Stratford explained that the first trial in reformulating a baked product with reduced eggs may be disappointing, with possible volume loss, increased density and color difference. But, with multiple trials and stepwise improvements—dealing with one quality at a time—excellent quality and significant reductions in eggs can be made. In the most common sweet baked products, egg reductions of 50-100% with excellent quality can be achieved. With a 50% egg replacement using soy-based egg replacers, formulations generally need only minor adjustments. However, with 100% egg replacement, major adjustments are likely to be necessary. Key systems directly affected by replacing eggs include water, leavening, emulsifiers and starches.

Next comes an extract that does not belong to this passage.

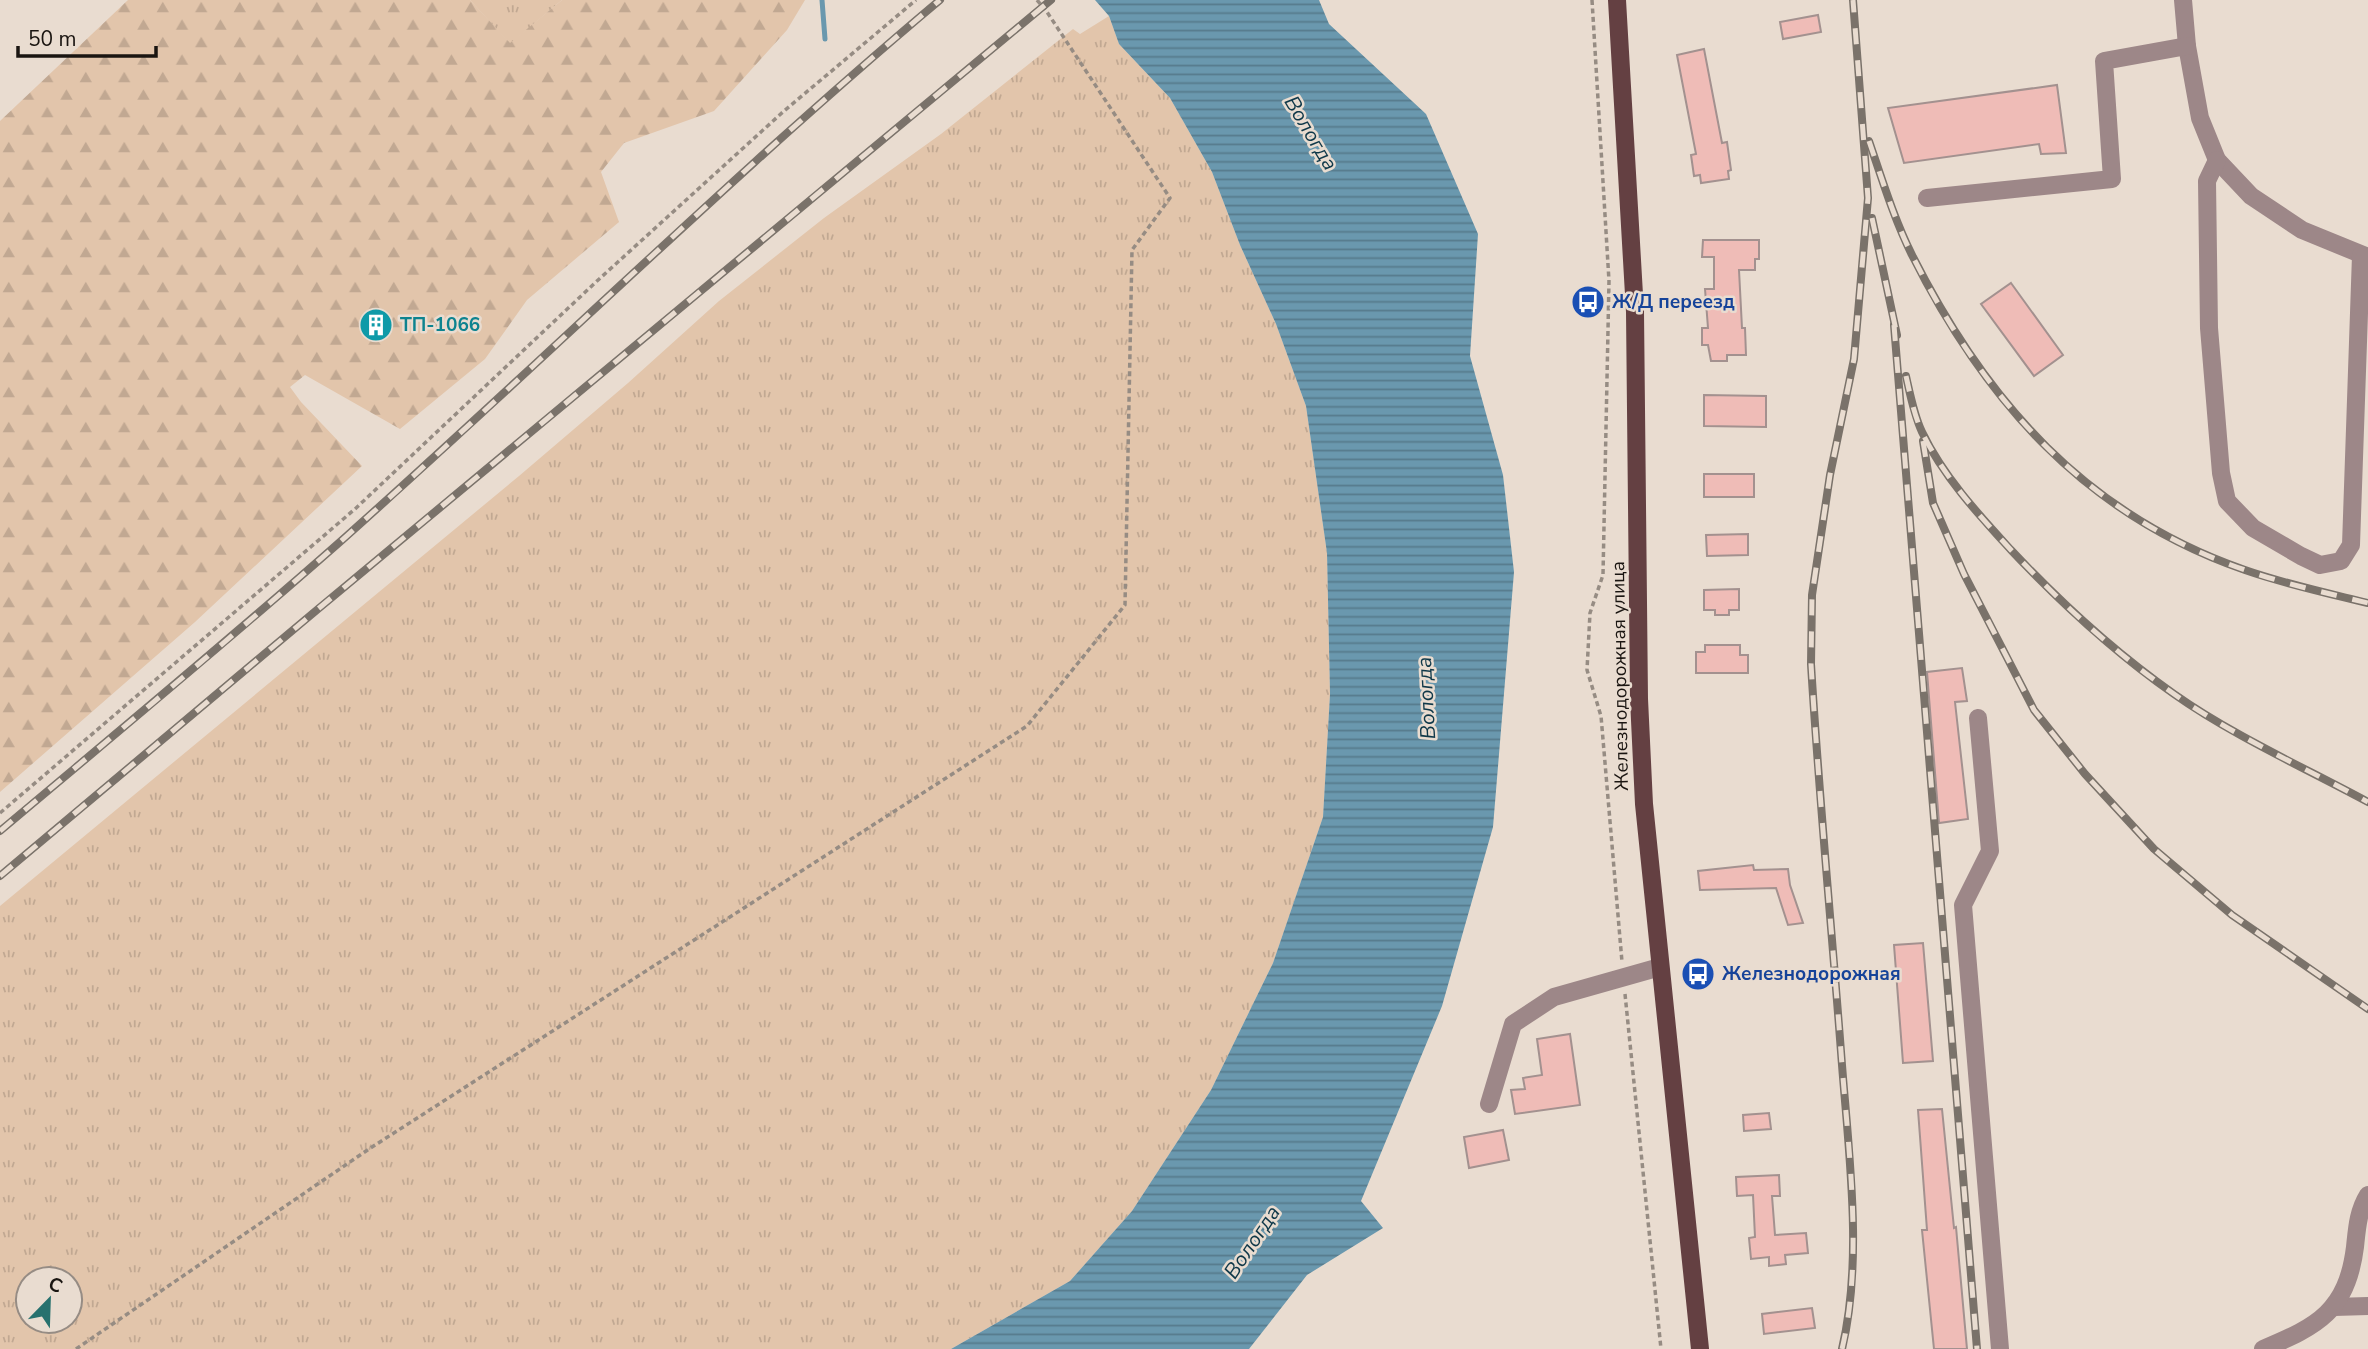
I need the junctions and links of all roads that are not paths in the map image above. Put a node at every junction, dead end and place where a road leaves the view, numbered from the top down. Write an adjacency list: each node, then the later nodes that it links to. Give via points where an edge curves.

Soy-based egg replacers sometimes require more water per the same amount of solids, due to higher water-binding properties of soy. With eggs, a 3:1 ratio is typical, while with a soy-based egg replacer, the ratio is more like 4:1 or 5:1. As a suggestion, if an initial 3:1 ratio does not work with a replacer, increase the water ratio. Egg replacers typically do not aerate as well as eggs, so the specific gravity of the batter increases. Suggestions include increasing mixing time; increasing or changing the emulsifier; and increasing leavening by 10-40% (this is mainly for foam-type cakes).

Soy-based egg replacers are generally as good as whole eggs at controlling water activity. Shelflife also is equal or improved, as a result of the added bound water and improved freezing quality. As far as color, soy resists browning, and finished products using soy-based egg replacers tend to be slightly lighter. When using soy-based egg replacers, Stratford suggests replacing 5% of the sugar with dextrose; using beta-carotene or another color; or using other basic baking methods to improve color.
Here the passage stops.